▶

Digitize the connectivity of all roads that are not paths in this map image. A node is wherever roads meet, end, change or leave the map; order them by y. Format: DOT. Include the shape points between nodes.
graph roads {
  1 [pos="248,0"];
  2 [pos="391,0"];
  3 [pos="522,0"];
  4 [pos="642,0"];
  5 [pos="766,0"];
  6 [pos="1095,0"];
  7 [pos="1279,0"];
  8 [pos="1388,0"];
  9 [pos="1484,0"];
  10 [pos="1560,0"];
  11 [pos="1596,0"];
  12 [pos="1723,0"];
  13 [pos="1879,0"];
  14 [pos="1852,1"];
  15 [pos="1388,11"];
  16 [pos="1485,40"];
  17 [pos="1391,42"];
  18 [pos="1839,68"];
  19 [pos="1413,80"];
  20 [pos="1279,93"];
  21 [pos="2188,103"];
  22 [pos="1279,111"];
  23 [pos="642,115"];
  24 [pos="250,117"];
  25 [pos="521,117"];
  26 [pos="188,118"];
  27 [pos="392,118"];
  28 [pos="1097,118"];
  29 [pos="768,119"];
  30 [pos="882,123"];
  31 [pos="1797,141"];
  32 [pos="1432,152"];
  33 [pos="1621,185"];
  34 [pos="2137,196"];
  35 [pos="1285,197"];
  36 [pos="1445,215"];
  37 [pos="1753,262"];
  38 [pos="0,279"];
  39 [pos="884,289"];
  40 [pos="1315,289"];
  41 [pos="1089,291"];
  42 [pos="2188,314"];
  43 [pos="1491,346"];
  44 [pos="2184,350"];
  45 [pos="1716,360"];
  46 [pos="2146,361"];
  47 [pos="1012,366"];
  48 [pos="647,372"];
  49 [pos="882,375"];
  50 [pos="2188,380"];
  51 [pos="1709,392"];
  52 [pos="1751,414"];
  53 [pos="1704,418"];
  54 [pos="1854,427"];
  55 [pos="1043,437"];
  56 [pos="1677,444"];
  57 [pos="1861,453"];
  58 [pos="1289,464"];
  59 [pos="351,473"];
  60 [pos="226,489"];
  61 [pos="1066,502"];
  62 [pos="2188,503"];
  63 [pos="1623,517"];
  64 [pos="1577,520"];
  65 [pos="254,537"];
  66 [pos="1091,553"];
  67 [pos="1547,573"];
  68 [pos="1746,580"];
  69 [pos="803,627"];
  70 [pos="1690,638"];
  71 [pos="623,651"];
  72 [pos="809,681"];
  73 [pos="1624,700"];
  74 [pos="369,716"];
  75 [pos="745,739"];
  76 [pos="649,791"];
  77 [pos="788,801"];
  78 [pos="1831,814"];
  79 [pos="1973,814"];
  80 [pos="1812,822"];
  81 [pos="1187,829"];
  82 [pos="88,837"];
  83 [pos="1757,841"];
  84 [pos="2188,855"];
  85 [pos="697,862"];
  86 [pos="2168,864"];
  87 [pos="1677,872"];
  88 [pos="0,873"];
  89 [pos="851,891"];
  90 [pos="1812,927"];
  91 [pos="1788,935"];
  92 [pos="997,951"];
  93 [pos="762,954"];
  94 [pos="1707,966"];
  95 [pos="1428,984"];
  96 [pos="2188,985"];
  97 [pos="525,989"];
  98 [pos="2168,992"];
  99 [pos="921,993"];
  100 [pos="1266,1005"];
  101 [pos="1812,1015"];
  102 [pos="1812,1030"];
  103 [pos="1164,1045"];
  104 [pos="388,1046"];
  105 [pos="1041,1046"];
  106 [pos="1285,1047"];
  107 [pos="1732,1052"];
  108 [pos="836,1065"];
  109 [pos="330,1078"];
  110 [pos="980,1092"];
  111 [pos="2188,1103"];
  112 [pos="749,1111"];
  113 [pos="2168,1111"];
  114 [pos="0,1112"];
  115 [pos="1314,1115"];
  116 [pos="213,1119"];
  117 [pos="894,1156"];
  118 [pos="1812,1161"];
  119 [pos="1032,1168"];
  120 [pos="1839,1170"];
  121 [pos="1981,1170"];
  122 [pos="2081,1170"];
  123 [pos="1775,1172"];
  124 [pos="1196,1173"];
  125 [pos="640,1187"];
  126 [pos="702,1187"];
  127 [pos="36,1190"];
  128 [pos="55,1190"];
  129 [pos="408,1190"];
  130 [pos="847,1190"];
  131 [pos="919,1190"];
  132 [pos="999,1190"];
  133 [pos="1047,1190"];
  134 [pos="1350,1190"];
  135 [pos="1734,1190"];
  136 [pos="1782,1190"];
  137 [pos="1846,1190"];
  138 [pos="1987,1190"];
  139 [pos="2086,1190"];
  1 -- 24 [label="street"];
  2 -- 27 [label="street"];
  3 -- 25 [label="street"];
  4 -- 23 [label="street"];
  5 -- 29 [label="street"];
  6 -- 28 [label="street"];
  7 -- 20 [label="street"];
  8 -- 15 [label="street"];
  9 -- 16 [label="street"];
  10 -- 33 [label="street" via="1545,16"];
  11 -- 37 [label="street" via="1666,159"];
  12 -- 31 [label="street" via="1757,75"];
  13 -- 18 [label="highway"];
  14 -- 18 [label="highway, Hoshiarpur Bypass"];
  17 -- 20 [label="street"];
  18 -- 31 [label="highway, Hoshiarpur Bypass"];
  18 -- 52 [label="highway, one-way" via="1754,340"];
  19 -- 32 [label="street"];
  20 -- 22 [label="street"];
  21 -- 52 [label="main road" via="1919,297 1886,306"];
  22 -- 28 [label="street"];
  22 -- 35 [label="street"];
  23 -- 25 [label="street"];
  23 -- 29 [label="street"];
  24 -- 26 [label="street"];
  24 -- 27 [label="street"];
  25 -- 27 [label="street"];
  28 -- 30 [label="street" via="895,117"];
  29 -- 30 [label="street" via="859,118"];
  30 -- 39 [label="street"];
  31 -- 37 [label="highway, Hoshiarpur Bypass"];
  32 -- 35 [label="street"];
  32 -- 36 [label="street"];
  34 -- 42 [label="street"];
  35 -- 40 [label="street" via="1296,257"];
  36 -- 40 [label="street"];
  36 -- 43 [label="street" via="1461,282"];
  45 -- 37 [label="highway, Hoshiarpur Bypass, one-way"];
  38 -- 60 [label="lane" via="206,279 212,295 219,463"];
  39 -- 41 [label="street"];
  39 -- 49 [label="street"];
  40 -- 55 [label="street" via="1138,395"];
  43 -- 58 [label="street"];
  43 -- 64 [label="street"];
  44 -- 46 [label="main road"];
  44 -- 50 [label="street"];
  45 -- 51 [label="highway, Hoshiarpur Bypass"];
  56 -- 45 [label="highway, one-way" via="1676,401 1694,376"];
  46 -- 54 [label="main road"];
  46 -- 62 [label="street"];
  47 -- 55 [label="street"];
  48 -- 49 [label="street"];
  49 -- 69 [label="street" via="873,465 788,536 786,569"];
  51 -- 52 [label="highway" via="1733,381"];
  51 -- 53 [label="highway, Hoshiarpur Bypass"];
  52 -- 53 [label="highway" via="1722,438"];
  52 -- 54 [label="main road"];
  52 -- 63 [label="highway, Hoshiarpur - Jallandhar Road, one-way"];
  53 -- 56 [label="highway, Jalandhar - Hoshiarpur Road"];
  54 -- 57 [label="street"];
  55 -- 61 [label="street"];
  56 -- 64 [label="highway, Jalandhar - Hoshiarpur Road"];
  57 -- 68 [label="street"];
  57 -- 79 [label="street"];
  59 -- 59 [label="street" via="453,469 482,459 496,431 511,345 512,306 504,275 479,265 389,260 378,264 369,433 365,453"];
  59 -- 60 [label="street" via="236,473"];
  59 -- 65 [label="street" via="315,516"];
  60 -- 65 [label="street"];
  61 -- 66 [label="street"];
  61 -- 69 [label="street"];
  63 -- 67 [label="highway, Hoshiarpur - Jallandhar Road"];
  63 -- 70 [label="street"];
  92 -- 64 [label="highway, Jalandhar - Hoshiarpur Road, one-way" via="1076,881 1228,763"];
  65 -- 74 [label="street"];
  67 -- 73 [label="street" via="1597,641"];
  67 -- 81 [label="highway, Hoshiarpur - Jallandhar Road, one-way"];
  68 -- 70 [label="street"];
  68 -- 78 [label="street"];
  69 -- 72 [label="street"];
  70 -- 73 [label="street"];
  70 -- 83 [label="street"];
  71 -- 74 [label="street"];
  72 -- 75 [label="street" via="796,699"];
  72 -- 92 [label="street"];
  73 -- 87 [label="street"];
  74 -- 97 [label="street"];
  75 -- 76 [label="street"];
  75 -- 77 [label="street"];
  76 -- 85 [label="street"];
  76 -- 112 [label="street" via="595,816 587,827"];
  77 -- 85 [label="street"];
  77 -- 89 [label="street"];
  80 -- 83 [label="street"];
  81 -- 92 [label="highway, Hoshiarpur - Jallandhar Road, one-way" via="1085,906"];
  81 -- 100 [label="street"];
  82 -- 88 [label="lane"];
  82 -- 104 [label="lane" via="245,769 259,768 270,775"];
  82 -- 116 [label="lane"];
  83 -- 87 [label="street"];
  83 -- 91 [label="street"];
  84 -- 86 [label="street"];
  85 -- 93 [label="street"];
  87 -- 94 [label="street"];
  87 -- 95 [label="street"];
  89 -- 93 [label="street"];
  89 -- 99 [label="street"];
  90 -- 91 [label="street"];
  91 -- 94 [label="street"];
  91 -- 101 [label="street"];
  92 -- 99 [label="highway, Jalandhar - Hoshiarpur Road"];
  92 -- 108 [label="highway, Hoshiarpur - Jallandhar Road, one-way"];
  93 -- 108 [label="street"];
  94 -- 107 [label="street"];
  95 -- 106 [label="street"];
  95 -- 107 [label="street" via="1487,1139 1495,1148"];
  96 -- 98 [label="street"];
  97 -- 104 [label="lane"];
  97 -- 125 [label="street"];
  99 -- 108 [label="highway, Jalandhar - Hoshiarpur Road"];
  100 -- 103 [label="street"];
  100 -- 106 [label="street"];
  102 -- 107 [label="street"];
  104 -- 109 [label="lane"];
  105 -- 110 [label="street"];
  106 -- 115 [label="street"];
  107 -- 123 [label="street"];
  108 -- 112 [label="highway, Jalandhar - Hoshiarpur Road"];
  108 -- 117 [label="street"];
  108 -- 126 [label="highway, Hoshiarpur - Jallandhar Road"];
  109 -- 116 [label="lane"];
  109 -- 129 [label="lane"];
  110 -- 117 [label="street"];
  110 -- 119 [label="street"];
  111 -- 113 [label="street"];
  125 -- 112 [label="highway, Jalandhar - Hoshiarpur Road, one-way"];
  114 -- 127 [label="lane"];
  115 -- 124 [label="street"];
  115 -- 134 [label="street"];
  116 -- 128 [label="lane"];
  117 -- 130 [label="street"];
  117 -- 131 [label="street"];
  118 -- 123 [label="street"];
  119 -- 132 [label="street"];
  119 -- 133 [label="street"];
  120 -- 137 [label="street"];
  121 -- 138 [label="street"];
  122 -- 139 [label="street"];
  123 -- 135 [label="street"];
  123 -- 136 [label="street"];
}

◀

» **YOUR ASSIGNMENT**: What lines in the material above contain the word "lane"? Copy them out.

» **EXERCISE OUTPUT**:
  38 -- 60 [label="lane" via="206,279 212,295 219,463"];
  82 -- 88 [label="lane"];
  82 -- 104 [label="lane" via="245,769 259,768 270,775"];
  82 -- 116 [label="lane"];
  97 -- 104 [label="lane"];
  104 -- 109 [label="lane"];
  109 -- 116 [label="lane"];
  109 -- 129 [label="lane"];
  114 -- 127 [label="lane"];
  116 -- 128 [label="lane"];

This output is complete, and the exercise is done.